Eema belched through a frown. She shook her head. “He tasted so guilty. I hoped it might get better after the second bite.” She sighed, too. “But, no. He was miserable. Why do any of them live here?”
“Oh, my god!” Gib and Eema turned in time to see a young woman on her way home from work dialing 911. Gib lunged at her as the dispatcher picked up, sending the phone skittering along the smooth asphalt path. Eema leapt on soon after, still hungry after the disappointing jogger. Neither one noticed the sound of the horrified dispatcher calling out for a response.
“She’s miserable, too!” Gib growled, dragging her arm across her mouth to wipe the blood from her chin.
Eema tipped back into the grass to stare up at the sky. She made a frustrated noise and looked over at the lifeless woman with barely a chunk removed from her shoulder. “This human is so tired. She’s so sour and stringy. What the fuck is wrong with this place?”
Gib nudged the human with her foot. “I feel really bad we killed these people, Eem. This one tasted like she did good things for people.” Eema could hear the sadness Gib was unable to hide. She had tasted the morality and empathy in the last human’s blood. The first human had tasted moral enough but it had been the concentrated taste of guilt that had been the worst.
***
THE SOUND of sirens and the glimmering red and blue lights on the leaves overhead made them both sit up on their elbows. A police car was racing down the path towards them. It looked a little different than the ones from their pirated Earth tv shows but the shrieking sound was a dead giveaway.

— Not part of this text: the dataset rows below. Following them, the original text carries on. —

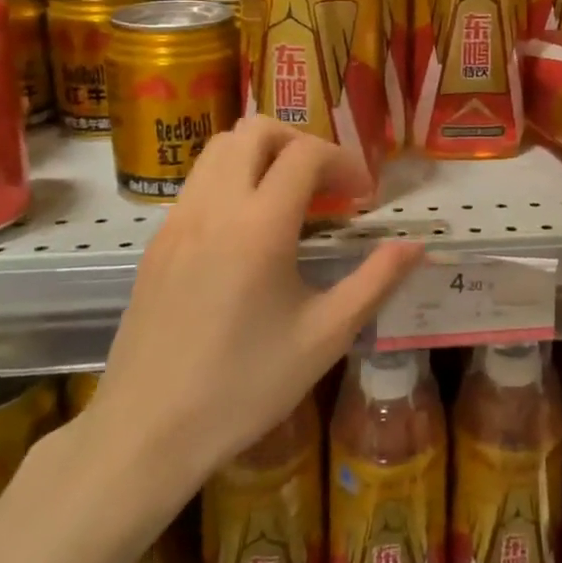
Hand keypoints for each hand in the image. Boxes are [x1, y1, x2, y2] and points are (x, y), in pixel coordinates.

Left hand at [80, 118, 423, 514]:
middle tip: (327, 186)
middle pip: (257, 130)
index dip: (345, 162)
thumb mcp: (324, 337)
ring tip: (290, 200)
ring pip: (220, 147)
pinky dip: (232, 178)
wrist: (145, 433)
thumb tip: (415, 246)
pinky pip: (198, 180)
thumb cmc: (243, 387)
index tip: (364, 197)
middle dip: (301, 143)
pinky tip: (248, 230)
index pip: (306, 153)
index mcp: (259, 226)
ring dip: (263, 155)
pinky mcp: (157, 240)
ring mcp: (178, 220)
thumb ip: (375, 281)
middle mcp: (214, 207)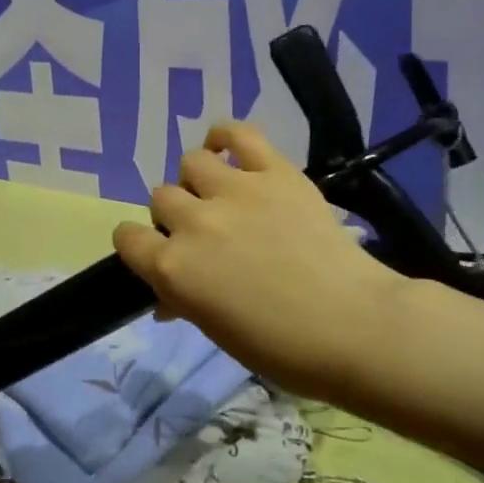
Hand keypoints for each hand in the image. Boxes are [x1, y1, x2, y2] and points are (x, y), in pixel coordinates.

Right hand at [113, 123, 406, 399]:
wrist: (356, 327)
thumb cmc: (283, 348)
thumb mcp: (218, 332)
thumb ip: (184, 302)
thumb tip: (168, 297)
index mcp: (173, 268)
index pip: (127, 238)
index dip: (139, 246)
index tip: (157, 253)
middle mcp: (194, 222)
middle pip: (160, 198)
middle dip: (174, 217)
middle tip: (204, 235)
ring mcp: (235, 191)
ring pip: (191, 163)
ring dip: (198, 182)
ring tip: (221, 197)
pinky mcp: (274, 172)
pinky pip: (237, 134)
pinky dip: (226, 138)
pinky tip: (227, 152)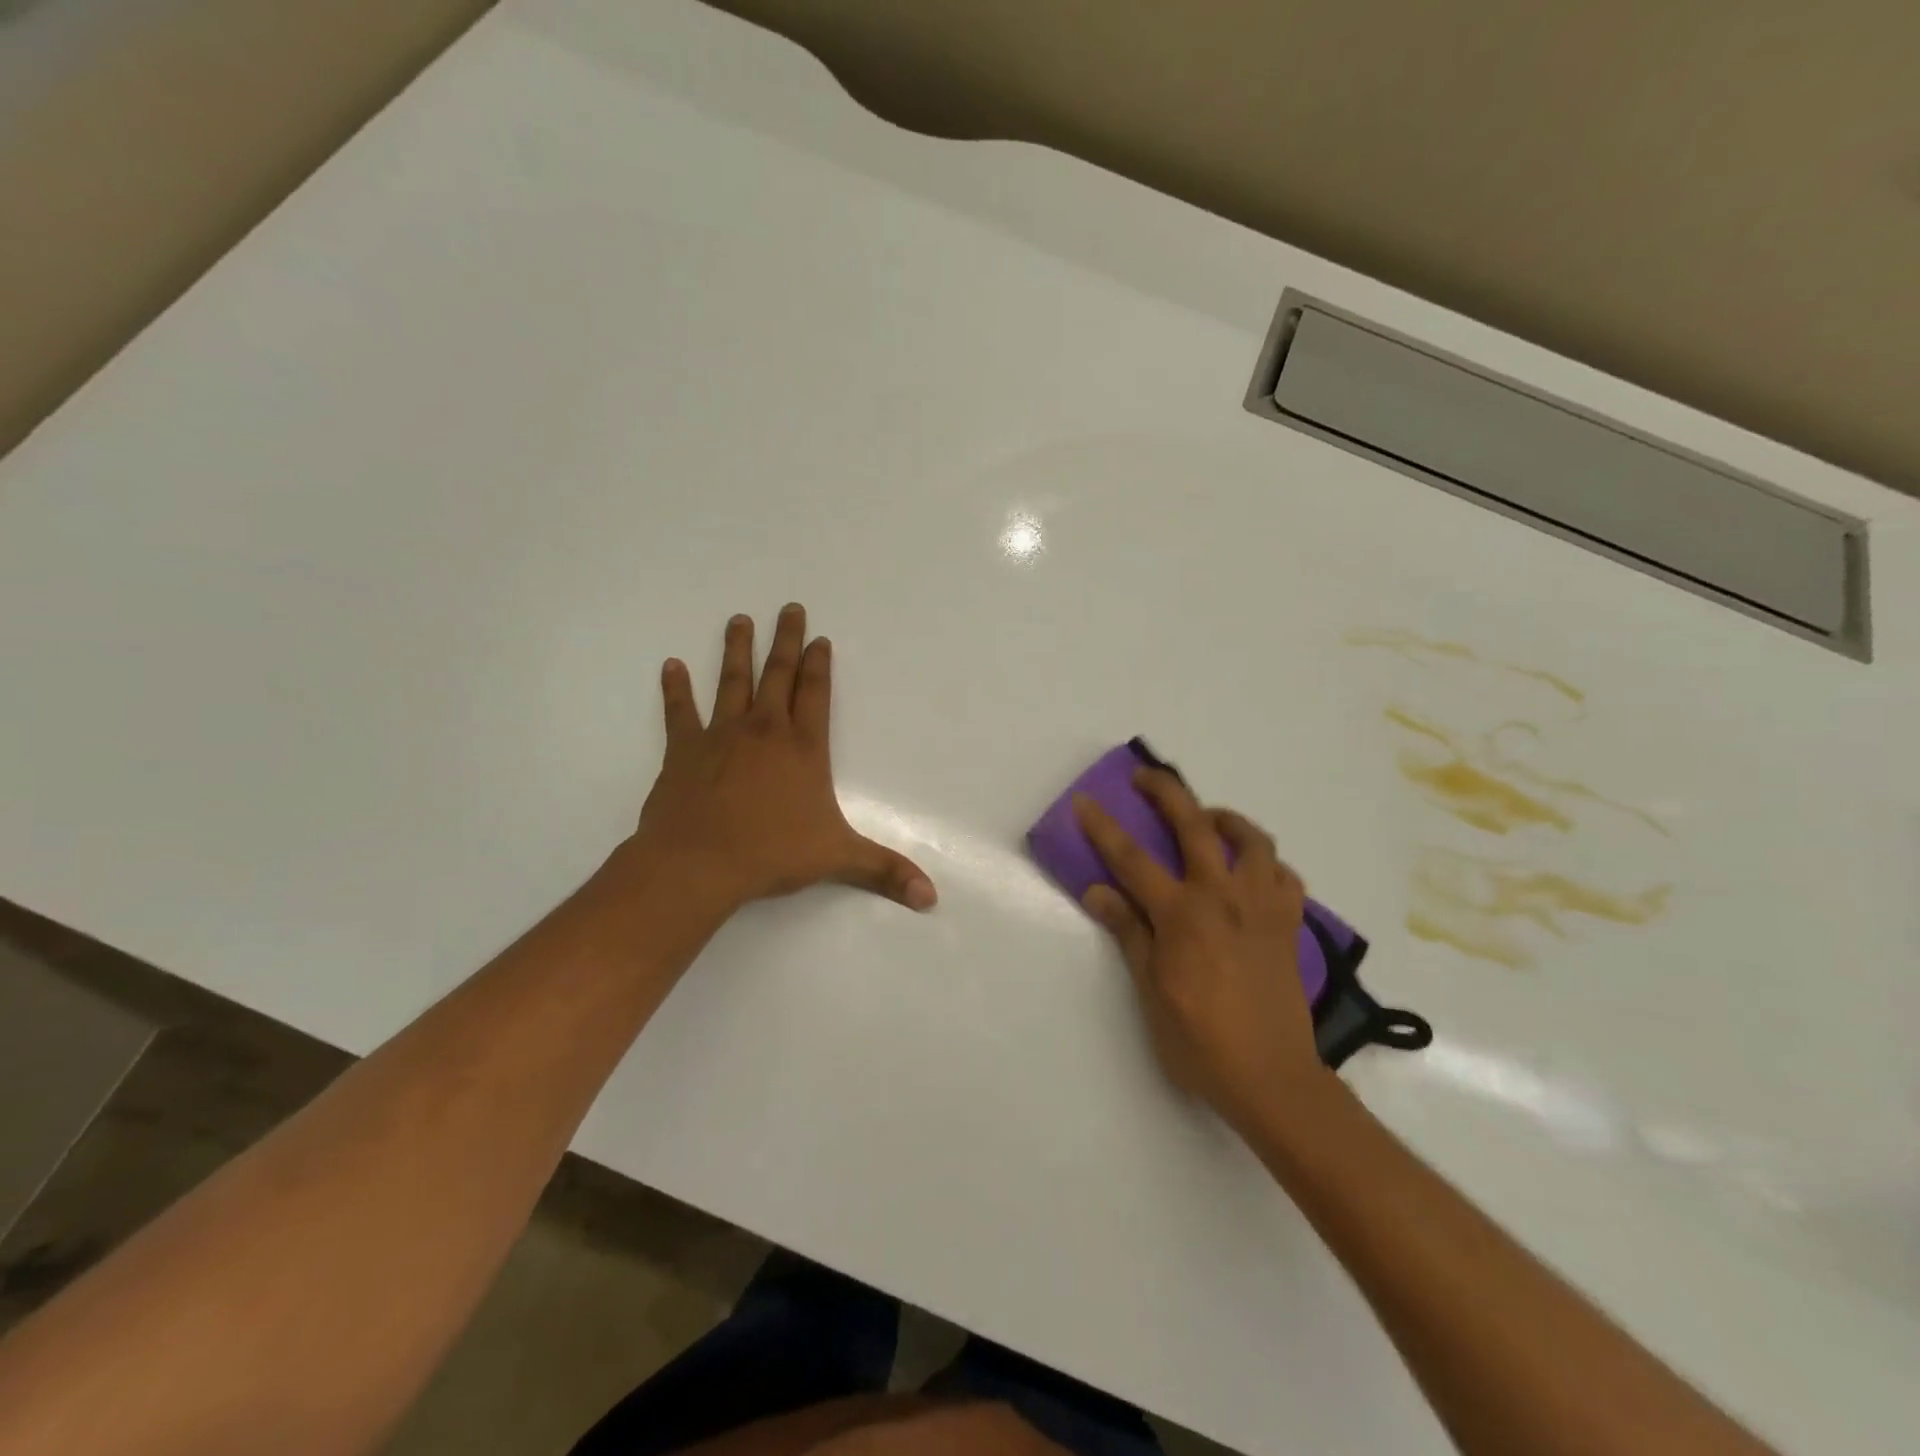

Gib and Eema stood up, preparing their stories quietly as the car skidded to a stop. Two officers rushed out, screaming and jabbing their guns towards them.
Gib sniffed and Eema reached across to comfort her. She noticed the look of hunger on Gib’s face and sniffed the air as well.
Both turned towards the source of the smell.
“Get on the ground!” One cop yelled as he neared Gib and reached for his cuffs. She was on him in the split second it took for him to look away. Once the other cop was distracted Eema took her chance to lunge at him.
“Oh, my God, Eema!” Gib shouted between the cop’s useless, weakening protests. “Cops taste like betrayal! No guilt at all!” She bent forward and kept eating.
Eema groaned around the last foot as it slid down her throat. “Not even a little bit of empathy.” She fell back into the grass again and sighed happily, licking her lips. “Finally, some food.”
“Good food.” Gib corrected as she lit a cigarette and handed it to Eema. She lit one of her own and exhaled slowly. Their CATs units beeped.
Eema couldn’t hide her disappointment, looking from the pinky-orange sunrise over the trees, to the message asking her to confirm her emergency pickup in six hours. She looked over to Gib who was dragging the people they’d killed behind a bush. “Six hours… Should I confirm?”
Gib straightened out and looked at the sunset. She shrugged. “Maybe we schedule one for a few days from now? That cop was really good.”
“We should do something nice for Earth since we killed those people.” Eema smiled.